((
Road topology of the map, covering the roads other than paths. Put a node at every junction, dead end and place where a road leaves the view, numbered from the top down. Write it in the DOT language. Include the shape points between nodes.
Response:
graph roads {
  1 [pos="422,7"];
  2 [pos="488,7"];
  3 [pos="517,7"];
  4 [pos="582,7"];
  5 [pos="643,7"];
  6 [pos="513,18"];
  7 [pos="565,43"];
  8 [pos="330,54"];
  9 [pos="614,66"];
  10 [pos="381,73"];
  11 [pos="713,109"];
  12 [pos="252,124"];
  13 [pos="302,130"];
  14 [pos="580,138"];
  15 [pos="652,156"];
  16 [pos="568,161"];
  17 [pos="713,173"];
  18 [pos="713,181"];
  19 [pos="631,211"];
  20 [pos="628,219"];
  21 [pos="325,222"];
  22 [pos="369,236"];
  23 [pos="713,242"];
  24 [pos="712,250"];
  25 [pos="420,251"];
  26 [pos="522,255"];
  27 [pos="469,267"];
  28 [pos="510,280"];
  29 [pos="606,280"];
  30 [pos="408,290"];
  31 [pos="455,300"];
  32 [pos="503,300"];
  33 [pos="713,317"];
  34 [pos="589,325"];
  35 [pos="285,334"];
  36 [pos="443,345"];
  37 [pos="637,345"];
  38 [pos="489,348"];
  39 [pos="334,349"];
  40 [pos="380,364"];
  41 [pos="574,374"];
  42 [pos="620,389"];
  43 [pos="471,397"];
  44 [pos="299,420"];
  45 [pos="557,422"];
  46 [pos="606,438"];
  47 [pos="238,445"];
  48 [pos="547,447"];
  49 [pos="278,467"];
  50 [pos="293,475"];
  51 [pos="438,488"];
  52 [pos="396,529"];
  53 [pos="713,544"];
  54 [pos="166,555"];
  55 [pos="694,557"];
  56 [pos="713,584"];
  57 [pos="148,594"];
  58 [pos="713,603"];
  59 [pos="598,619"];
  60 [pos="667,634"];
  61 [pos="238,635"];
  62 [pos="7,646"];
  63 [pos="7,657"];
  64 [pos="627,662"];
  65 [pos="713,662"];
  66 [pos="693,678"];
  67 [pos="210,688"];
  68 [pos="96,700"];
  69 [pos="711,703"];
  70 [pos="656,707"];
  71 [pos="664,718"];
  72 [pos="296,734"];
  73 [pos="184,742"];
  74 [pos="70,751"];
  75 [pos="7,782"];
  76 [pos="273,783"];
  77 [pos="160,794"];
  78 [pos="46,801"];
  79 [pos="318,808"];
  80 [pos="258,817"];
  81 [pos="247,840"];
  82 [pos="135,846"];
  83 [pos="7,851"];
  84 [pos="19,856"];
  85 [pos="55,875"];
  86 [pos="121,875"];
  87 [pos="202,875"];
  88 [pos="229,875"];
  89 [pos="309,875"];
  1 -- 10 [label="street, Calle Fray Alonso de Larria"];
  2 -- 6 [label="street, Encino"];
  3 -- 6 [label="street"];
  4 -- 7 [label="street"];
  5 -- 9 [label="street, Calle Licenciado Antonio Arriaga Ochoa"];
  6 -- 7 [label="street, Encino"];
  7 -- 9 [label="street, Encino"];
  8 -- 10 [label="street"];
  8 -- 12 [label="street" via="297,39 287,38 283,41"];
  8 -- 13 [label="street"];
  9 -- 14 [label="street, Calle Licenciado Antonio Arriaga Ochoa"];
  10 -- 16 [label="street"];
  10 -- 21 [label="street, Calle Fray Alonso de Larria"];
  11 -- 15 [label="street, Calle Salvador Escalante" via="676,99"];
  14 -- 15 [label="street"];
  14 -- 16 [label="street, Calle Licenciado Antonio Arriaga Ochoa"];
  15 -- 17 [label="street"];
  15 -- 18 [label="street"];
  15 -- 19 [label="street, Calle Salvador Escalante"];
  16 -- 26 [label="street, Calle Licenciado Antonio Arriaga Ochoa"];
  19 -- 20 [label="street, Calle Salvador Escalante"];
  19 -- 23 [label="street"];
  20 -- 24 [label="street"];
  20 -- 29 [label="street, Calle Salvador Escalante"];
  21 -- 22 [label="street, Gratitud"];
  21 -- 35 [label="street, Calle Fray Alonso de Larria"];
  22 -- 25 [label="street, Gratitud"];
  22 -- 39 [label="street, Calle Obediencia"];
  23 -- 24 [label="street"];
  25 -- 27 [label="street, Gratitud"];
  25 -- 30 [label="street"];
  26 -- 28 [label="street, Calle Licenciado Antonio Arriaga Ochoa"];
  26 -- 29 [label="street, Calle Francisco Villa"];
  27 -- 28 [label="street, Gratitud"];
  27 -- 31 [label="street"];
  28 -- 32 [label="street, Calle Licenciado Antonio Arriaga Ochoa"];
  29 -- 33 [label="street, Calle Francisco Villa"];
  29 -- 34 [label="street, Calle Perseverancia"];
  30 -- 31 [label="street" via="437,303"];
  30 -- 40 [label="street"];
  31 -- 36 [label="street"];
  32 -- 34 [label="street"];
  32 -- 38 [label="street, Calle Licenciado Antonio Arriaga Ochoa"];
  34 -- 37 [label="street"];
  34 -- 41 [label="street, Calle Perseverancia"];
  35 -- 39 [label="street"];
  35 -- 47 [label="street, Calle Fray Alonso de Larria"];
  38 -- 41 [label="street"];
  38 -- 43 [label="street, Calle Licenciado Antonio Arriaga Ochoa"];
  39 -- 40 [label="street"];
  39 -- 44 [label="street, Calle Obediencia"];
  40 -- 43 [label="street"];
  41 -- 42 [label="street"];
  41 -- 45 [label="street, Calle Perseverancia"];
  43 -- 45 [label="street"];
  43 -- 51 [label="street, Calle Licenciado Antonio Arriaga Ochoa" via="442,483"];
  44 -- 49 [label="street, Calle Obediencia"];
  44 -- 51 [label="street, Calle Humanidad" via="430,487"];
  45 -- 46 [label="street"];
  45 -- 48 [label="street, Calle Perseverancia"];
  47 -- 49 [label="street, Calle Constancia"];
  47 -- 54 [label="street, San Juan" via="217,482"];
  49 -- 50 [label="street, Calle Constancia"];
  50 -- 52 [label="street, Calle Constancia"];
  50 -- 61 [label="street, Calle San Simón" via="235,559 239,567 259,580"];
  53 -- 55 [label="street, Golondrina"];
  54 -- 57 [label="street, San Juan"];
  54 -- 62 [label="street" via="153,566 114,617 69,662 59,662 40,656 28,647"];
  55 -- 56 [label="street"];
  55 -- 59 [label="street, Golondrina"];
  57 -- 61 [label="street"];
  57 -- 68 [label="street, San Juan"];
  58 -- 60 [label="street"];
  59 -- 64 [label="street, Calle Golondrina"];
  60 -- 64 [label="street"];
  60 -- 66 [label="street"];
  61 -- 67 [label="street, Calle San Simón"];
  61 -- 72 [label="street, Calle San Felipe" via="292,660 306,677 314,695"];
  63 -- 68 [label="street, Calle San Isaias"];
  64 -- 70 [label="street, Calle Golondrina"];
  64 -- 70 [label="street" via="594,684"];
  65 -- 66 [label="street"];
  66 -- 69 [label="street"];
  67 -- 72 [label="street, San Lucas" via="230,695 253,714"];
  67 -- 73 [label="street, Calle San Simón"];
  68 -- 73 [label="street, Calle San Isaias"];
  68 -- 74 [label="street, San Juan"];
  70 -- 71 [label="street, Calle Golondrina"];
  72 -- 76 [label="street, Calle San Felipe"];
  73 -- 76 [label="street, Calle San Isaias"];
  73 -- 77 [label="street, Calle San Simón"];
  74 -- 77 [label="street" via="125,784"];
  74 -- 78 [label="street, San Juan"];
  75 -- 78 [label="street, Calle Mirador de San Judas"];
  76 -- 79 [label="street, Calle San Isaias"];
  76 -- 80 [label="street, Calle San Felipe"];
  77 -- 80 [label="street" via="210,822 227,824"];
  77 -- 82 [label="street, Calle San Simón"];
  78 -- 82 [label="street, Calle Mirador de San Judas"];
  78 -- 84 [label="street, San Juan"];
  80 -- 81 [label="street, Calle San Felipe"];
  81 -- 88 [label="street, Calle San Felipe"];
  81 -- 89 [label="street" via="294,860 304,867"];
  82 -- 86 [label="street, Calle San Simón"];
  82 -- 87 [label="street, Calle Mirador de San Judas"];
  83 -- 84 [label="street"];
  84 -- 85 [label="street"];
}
))
**What the task asks**
Using the listing above, pull out all lines that hold the word "Isaias".

**Answer to this problem**
  63 -- 68 [label="street, Calle San Isaias"];
  68 -- 73 [label="street, Calle San Isaias"];
  73 -- 76 [label="street, Calle San Isaias"];
  76 -- 79 [label="street, Calle San Isaias"];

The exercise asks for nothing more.